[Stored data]
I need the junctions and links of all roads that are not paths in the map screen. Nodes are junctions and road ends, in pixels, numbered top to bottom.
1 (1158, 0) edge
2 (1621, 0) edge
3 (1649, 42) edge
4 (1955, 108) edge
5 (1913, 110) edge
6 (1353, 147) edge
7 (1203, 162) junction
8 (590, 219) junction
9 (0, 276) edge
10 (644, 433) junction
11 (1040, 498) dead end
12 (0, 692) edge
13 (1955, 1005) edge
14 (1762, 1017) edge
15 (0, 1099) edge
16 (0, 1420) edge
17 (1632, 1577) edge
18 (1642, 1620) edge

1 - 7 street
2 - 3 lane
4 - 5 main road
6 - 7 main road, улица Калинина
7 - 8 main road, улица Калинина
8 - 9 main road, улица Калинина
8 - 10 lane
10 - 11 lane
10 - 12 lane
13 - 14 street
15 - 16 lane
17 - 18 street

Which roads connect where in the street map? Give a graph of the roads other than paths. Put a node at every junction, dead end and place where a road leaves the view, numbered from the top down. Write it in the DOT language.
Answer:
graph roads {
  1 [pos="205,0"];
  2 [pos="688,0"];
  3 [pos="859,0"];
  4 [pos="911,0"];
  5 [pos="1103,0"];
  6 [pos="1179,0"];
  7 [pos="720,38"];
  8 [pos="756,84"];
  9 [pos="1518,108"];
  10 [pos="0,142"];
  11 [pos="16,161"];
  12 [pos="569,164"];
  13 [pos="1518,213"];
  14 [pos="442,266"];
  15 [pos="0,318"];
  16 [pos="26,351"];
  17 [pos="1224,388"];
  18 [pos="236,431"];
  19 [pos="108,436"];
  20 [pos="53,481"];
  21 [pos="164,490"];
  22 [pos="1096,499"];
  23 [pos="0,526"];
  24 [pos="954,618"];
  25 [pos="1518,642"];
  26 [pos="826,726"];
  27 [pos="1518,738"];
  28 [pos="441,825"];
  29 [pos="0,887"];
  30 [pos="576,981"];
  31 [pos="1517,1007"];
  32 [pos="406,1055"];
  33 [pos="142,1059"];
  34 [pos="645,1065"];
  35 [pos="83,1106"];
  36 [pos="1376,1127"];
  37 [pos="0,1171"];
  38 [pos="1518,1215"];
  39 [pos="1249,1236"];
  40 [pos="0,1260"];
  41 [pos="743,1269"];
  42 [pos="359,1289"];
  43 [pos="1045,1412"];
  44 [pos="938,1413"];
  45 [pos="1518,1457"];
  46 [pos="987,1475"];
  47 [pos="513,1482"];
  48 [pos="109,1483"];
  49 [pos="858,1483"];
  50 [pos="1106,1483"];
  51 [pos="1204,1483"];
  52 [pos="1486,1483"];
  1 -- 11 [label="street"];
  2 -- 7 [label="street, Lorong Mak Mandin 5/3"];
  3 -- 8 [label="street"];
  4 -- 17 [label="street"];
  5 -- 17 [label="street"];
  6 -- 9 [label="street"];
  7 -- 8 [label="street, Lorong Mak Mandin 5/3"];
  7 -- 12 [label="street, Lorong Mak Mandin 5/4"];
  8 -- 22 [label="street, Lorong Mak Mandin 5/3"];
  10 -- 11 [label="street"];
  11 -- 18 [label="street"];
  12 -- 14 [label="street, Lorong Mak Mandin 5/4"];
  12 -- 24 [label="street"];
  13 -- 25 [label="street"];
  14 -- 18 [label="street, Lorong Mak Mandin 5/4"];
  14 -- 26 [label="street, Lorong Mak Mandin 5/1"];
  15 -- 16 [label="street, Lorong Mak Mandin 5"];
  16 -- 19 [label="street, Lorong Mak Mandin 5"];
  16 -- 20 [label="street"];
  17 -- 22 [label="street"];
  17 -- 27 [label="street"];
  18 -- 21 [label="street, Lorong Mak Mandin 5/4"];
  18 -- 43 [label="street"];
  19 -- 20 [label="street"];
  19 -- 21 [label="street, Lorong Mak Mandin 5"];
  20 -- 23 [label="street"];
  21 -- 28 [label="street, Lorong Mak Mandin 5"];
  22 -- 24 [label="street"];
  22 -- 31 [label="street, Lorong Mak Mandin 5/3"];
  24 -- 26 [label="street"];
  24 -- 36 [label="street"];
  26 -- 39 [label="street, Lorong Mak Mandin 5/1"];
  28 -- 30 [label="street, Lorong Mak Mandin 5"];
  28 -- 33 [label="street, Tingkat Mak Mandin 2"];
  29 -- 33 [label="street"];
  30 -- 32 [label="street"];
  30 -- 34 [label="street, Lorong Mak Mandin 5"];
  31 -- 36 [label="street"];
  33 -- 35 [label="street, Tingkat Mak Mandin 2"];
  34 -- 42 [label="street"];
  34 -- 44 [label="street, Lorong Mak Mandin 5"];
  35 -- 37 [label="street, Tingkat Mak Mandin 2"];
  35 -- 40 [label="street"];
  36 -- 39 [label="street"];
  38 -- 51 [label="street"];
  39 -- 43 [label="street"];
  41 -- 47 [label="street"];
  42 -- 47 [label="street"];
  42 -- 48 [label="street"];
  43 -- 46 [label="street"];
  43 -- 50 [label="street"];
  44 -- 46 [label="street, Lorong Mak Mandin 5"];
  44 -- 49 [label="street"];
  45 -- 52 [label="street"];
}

Task requirements —
Take the entries and copy them out exactly.

The answer —
I need the junctions and links of all roads that are not paths in the map screen. Nodes are junctions and road ends, in pixels, numbered top to bottom.
1 (1158, 0) edge
2 (1621, 0) edge
3 (1649, 42) edge
4 (1955, 108) edge
5 (1913, 110) edge
6 (1353, 147) edge
7 (1203, 162) junction
8 (590, 219) junction
9 (0, 276) edge
10 (644, 433) junction
11 (1040, 498) dead end
12 (0, 692) edge
13 (1955, 1005) edge
14 (1762, 1017) edge
15 (0, 1099) edge
16 (0, 1420) edge
17 (1632, 1577) edge
18 (1642, 1620) edge

1 - 7 street
2 - 3 lane
4 - 5 main road
6 - 7 main road, улица Калинина
7 - 8 main road, улица Калинина
8 - 9 main road, улица Калинина
8 - 10 lane
10 - 11 lane
10 - 12 lane
13 - 14 street
15 - 16 lane
17 - 18 street

Which roads connect where in the street map? Give a graph of the roads other than paths. Put a node at every junction, dead end and place where a road leaves the view, numbered from the top down. Write it in the DOT language.
Answer:
graph roads {
  1 [pos="205,0"];
  2 [pos="688,0"];
  3 [pos="859,0"];
  4 [pos="911,0"];
  5 [pos="1103,0"];
  6 [pos="1179,0"];
  7 [pos="720,38"];
  8 [pos="756,84"];
  9 [pos="1518,108"];
  10 [pos="0,142"];
  11 [pos="16,161"];
  12 [pos="569,164"];
  13 [pos="1518,213"];
  14 [pos="442,266"];
  15 [pos="0,318"];
  16 [pos="26,351"];
  17 [pos="1224,388"];
  18 [pos="236,431"];
  19 [pos="108,436"];
  20 [pos="53,481"];
  21 [pos="164,490"];
  22 [pos="1096,499"];
  23 [pos="0,526"];
  24 [pos="954,618"];
  25 [pos="1518,642"];
  26 [pos="826,726"];
  27 [pos="1518,738"];
  28 [pos="441,825"];
  29 [pos="0,887"];
  30 [pos="576,981"];
  31 [pos="1517,1007"];
  32 [pos="406,1055"];
  33 [pos="142,1059"];
  34 [pos="645,1065"];
  35 [pos="83,1106"];
  36 [pos="1376,1127"];
  37 [pos="0,1171"];
  38 [pos="1518,1215"];
  39 [pos="1249,1236"];
  40 [pos="0,1260"];
  41 [pos="743,1269"];
  42 [pos="359,1289"];
  43 [pos="1045,1412"];
  44 [pos="938,1413"];
  45 [pos="1518,1457"];
  46 [pos="987,1475"];
  47 [pos="513,1482"];
  48 [pos="109,1483"];
  49 [pos="858,1483"];
  50 [pos="1106,1483"];
  51 [pos="1204,1483"];
  52 [pos="1486,1483"];
  1 -- 11 [label="street"];
  2 -- 7 [label="street, Lorong Mak Mandin 5/3"];
  3 -- 8 [label="street"];
  4 -- 17 [label="street"];
  5 -- 17 [label="street"];
  6 -- 9 [label="street"];
  7 -- 8 [label="street, Lorong Mak Mandin 5/3"];
  7 -- 12 [label="street, Lorong Mak Mandin 5/4"];
  8 -- 22 [label="street, Lorong Mak Mandin 5/3"];
  10 -- 11 [label="street"];
  11 -- 18 [label="street"];
  12 -- 14 [label="street, Lorong Mak Mandin 5/4"];
  12 -- 24 [label="street"];
  13 -- 25 [label="street"];
  14 -- 18 [label="street, Lorong Mak Mandin 5/4"];
  14 -- 26 [label="street, Lorong Mak Mandin 5/1"];
  15 -- 16 [label="street, Lorong Mak Mandin 5"];
  16 -- 19 [label="street, Lorong Mak Mandin 5"];
  16 -- 20 [label="street"];
  17 -- 22 [label="street"];
  17 -- 27 [label="street"];
  18 -- 21 [label="street, Lorong Mak Mandin 5/4"];
  18 -- 43 [label="street"];
  19 -- 20 [label="street"];
  19 -- 21 [label="street, Lorong Mak Mandin 5"];
  20 -- 23 [label="street"];
  21 -- 28 [label="street, Lorong Mak Mandin 5"];
  22 -- 24 [label="street"];
  22 -- 31 [label="street, Lorong Mak Mandin 5/3"];
  24 -- 26 [label="street"];
  24 -- 36 [label="street"];
  26 -- 39 [label="street, Lorong Mak Mandin 5/1"];
  28 -- 30 [label="street, Lorong Mak Mandin 5"];
  28 -- 33 [label="street, Tingkat Mak Mandin 2"];
  29 -- 33 [label="street"];
  30 -- 32 [label="street"];
  30 -- 34 [label="street, Lorong Mak Mandin 5"];
  31 -- 36 [label="street"];
  33 -- 35 [label="street, Tingkat Mak Mandin 2"];
  34 -- 42 [label="street"];
  34 -- 44 [label="street, Lorong Mak Mandin 5"];
  35 -- 37 [label="street, Tingkat Mak Mandin 2"];
  35 -- 40 [label="street"];
  36 -- 39 [label="street"];
  38 -- 51 [label="street"];
  39 -- 43 [label="street"];
  41 -- 47 [label="street"];
  42 -- 47 [label="street"];
  42 -- 48 [label="street"];
  43 -- 46 [label="street"];
  43 -- 50 [label="street"];
  44 -- 46 [label="street, Lorong Mak Mandin 5"];
  44 -- 49 [label="street"];
  45 -- 52 [label="street"];
}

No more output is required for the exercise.